8. CONCLUDING REMARKS

8.1. Summary

[109] The present work has aimed at quantitatively investigating the autogenic morphodynamic processes that shape the flow-bed topography fields in meandering channels with spatial width variations, viewed as representative of river patterns at the meandering-braiding transition. Three main research issues have been addressed. (1) The in-stream physical processes associated with meandering styles close to the transition with braiding; (2) the cause-and-effect relationships associated with the contemporary presence of spatial curvature and width variations; and (3) the possibility to investigate morphological differences between equiwidth and transitional meandering styles through physics-based, in-stream morphodynamic models.

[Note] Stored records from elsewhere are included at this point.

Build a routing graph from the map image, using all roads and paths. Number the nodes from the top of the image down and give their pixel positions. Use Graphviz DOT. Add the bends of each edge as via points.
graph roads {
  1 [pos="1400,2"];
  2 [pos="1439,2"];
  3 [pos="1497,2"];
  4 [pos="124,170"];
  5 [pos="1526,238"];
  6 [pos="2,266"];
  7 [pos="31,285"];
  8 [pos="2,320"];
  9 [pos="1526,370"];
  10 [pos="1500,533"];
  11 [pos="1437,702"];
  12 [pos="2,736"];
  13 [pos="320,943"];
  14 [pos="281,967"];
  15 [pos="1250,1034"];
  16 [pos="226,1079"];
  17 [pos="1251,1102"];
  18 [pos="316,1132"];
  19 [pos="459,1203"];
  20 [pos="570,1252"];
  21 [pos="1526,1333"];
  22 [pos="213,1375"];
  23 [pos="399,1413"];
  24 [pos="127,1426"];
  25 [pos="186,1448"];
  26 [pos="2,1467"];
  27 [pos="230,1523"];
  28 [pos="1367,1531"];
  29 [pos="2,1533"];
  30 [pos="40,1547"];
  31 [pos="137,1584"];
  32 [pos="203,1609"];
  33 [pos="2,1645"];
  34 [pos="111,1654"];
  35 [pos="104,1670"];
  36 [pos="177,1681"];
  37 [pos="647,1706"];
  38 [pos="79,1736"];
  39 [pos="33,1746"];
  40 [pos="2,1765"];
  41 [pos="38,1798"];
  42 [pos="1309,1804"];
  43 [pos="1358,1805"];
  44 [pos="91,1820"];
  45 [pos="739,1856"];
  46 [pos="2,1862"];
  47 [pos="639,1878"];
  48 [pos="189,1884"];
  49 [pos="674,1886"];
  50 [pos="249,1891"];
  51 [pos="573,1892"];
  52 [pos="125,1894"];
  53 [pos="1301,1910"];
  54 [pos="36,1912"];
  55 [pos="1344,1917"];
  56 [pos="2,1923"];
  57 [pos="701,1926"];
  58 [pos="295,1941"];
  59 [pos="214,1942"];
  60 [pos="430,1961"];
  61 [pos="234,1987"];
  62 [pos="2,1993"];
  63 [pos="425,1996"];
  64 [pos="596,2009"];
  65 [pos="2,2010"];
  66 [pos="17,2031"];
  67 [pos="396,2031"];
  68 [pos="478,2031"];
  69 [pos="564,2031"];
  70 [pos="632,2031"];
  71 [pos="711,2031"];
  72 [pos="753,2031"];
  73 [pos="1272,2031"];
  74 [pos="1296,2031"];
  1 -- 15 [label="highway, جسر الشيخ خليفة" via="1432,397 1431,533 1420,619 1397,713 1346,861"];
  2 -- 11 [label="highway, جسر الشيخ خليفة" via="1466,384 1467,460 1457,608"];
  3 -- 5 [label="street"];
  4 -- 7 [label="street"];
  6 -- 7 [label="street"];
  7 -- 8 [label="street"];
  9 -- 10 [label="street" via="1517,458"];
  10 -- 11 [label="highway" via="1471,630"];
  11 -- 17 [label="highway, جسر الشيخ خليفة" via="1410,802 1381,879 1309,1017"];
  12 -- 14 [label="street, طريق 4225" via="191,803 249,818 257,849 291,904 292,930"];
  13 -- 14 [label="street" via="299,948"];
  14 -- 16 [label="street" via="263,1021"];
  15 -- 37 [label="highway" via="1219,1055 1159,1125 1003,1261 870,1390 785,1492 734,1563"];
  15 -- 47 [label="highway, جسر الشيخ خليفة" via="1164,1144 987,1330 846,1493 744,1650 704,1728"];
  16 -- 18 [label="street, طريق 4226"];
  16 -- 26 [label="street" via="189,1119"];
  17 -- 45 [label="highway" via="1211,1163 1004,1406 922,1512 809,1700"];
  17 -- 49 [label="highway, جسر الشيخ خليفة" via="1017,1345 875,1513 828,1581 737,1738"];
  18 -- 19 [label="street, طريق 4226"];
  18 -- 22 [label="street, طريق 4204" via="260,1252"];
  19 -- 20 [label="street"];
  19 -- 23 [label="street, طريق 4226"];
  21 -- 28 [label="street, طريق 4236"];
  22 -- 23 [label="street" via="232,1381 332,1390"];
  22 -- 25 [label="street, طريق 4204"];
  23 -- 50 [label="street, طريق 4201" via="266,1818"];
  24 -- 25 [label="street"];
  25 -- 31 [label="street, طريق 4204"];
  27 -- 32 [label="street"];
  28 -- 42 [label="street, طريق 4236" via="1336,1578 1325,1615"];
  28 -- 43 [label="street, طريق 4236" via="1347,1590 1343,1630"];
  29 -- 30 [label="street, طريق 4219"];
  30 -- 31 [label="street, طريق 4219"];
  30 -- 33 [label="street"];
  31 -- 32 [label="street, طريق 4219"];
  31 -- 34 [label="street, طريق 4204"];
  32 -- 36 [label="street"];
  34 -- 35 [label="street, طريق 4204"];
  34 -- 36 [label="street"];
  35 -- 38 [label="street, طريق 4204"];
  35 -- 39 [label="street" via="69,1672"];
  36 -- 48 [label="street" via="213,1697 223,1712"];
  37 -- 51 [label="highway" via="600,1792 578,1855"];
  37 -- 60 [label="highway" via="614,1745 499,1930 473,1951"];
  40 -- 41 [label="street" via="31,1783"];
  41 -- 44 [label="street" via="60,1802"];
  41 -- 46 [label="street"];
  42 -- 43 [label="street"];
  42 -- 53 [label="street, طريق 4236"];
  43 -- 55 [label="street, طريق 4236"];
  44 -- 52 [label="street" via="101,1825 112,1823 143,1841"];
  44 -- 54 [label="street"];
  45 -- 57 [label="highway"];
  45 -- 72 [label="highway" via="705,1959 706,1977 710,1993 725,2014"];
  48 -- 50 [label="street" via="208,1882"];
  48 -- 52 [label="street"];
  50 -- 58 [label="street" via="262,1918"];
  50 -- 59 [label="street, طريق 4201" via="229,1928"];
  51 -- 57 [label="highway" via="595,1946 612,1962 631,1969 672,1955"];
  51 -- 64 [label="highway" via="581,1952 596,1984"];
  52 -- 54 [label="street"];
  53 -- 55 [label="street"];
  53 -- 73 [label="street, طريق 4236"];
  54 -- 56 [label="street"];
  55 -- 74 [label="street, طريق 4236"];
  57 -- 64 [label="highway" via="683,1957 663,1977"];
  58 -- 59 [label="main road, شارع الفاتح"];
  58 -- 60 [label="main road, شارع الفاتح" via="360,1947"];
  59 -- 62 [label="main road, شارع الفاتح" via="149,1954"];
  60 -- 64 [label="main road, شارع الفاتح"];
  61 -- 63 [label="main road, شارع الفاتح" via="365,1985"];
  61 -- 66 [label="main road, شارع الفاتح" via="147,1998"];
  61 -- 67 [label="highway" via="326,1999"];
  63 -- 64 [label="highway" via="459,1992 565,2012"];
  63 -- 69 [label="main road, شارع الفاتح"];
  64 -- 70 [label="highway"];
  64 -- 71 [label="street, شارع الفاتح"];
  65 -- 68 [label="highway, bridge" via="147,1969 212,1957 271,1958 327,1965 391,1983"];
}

[110] The analysis has been developed through (i) a review of field observations and mathematical models relevant for meandering rivers with spatial width oscillations; (ii) a quantification of the properties of width variations in meanders relevant for modeling purposes; (iii) a unified, hierarchical derivation of models that are based on a perturbation approach and that allow association of different physical processes with the mathematical solution at each perturbation order; (iv) a review of the key model outcomes and comparison with the few available field and laboratory observations, integrated with some original model application; and (v) a conceptual linkage between the model-predicted planform stability properties and descriptive classification of meandering channel patterns.

[111] The depth-averaged model is solved through a comprehensive two-parameter perturbation approach. Results indicate that curvature-width interactions are fundamentally nonlinear: the hierarchical model structure allows disentanglement of cause-and-effect relationships between width variations and midchannel bars at the first nonlinear interaction. In meanders with initially constant width, curvature nonlinearly forces midchannel bar growth, promoting symmetrical bank erosion further downstream, thus being a possible trigger for width oscillations. These in turn can significantly affect meander stability and growth and therefore condition the curvature dynamics. Nonlinearities cause wider-at-bends meandering rivers to develop significantly shorter bends and to be morphologically more active with respect to constant width meanders. This picture is coherent with the available field observations.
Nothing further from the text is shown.